Twenty-four hours ago, Australian comedy was rocked to its very core:
Tomorrow is my last day at The Feed SBS VICELAND. I have been extraordinarily privileged to work on the show and I am grateful to all of you who have supported the work Evan and I have done. The time feels right for us to move on.
Okay, maybe it was slightly more than 24 hours, we’ve been too distraught to check the clock.

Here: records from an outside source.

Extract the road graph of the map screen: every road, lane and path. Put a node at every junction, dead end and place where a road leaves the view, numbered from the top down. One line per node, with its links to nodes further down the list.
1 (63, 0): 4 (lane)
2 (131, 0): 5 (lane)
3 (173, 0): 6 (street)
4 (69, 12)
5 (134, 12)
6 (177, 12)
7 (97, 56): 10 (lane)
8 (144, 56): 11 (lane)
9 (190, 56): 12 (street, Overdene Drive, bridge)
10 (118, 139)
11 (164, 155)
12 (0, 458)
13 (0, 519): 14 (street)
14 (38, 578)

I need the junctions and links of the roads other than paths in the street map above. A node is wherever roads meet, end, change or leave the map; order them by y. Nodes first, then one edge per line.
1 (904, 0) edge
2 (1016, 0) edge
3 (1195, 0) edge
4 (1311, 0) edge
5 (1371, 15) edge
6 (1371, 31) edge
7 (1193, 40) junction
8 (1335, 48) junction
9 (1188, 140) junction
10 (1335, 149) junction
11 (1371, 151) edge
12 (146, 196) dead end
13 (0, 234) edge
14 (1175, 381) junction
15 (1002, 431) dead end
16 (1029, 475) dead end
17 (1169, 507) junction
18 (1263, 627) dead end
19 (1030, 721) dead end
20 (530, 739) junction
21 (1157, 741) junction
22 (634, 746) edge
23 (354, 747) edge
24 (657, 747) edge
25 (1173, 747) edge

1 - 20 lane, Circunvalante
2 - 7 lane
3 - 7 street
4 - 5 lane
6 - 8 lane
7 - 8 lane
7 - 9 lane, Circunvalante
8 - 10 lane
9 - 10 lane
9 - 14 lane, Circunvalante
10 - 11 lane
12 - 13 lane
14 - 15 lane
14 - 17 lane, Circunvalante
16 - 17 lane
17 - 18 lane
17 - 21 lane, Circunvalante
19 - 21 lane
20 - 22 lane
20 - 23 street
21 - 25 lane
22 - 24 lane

Humphries first came to our attention as part of the team on The Roast, a show we were completely unimpressed by during its four year attempt to make The Chaser look brilliant. Actually, there was one time it was hilarious: when they cracked the shits after being axed in 2014:
“We’d also like to wish young, promising comedians like Shaun Micallef and The Chaser the best of luck as we pass the torch down to them.“
Anyway, after The Roast crashed Humphries soon turned up doing short segments on SBS’s The Feed, which we largely ignored for a range of reasons, none of which were that we weren’t exactly sure which one of the guys from The Roast he actually was. But in the last six months or so he’s either hired a new agent or started getting good at his job, as various profile pieces started turning up letting us know that once again a fresh-faced white guy from a well-off background in inner-city Sydney is Australia’s top satirist.
“Most people reading this are going to go ‘Who?’” Humphries insists. “Most of Australia doesn’t know who I am.”
That is likely to change soon. Humphries’s recent work as Barabbas Loins, a character who happens to enjoy an eerily similar life trajectory to Barnaby Joyce, has risen to particular prominence, sealing Humphries’s status as one of the best satirists in Australia.
Well, John Clarke’s still dead so sure, why not this guy?
Anyway, his most recent media profile – all of the ones we could find seemed to be from News Corp papers so he must be doing something right – contained this bombshell:
Humphries is also more politically neutral than his comedy would suggest. “I think I am perceived as a progressive because of the network I’m on. And because, absolutely, more often than not we do target the conservative side. But I really would stress that the conservative side is in government, and so they are a bigger target naturally,” he explains.
“People might disagree with this but my feeling is that presently there are more characters on that side who lend themselves to caricature and ridicule than there are on the left. That is open to interpretation. I would actually love to do more stuff lampooning the left, but I think Labor and the Greens either don’t have as many characters or are a little more careful with how they present themselves. I should also state that my grandfather represented the Liberal Party in State Parliament, by the way.”
Oh sorry, that wasn’t a surprise at all. We meant this:
As for what the future might hold, Humphries reveals to Stellar that his SBS contract — and that of writing partner Williams — will finish at the end of this month.
“I would love to do more things with SBS in some capacity because it is — I know it’s a cliché — but it’s a great place to work, and the people are wonderful. I feel privileged to work there. Having said that, I love sitcoms and I would like to just go away and think of something that I could bring to the table. Maybe there is no appetite for that, but I feel that it’s time to at least explore that avenue.”
With that, he takes a deep breath. “It just feels time to see what’s out there.”
Usually with this kind of story we’d be wondering “did he jump or was he pushed” right about now. But let’s be honest: as a privately educated son of an ABC staffer currently getting glowing write-ups in News Corp papers, Humphries is probably the only working comedian in this country who can afford to quit a steady gig in the hopes of getting something better.
That’s not to say this won’t be the last we ever hear of him – whatever the quality of his work, short political comedy sketches aren’t exactly a thriving business in this country (is anyone still watching those Thursday evening Sammy J sketches on the ABC?) – but he’s probably gone about as far as he was ever going to go at SBS. And moving aside to give new guys a go is the way comedy is meant to work on the bottom rungs.
Of course, sitcom production in this country is dependent entirely on whether you can a): get overseas funding or b): work for Jungle so, uh, good luck there. Maybe a Barabbas Loins movie?
Well, that was quick. And fairly unsurprising:
TEN has formally confirmed its Pointless game show to be co-hosted by Dr Andrew Rochford & Mark Humphries.
A “reverse Family Feud,” the game show sees three teams of two contestants each searching for the most obscure answers to a variety of topics, and score as few points as possible.
No idea who’ll actually be hosting yet – you’d assume Mark, but we’d have assumed the ABC would have been making a local version of Pointless so clearly we’re not the best ones to ask.
And while it’s good that someone has finally decided to just straight-up remake the low-stakes game show that Australian televison’s been ripping off for years, the existence of shows like Hard Quiz and Think Tank might mean Australians could have already had enough of quiz shows based largely on charm and chat. No big cash prizes? No second series.
Anyone know what Evan Williams is doing next?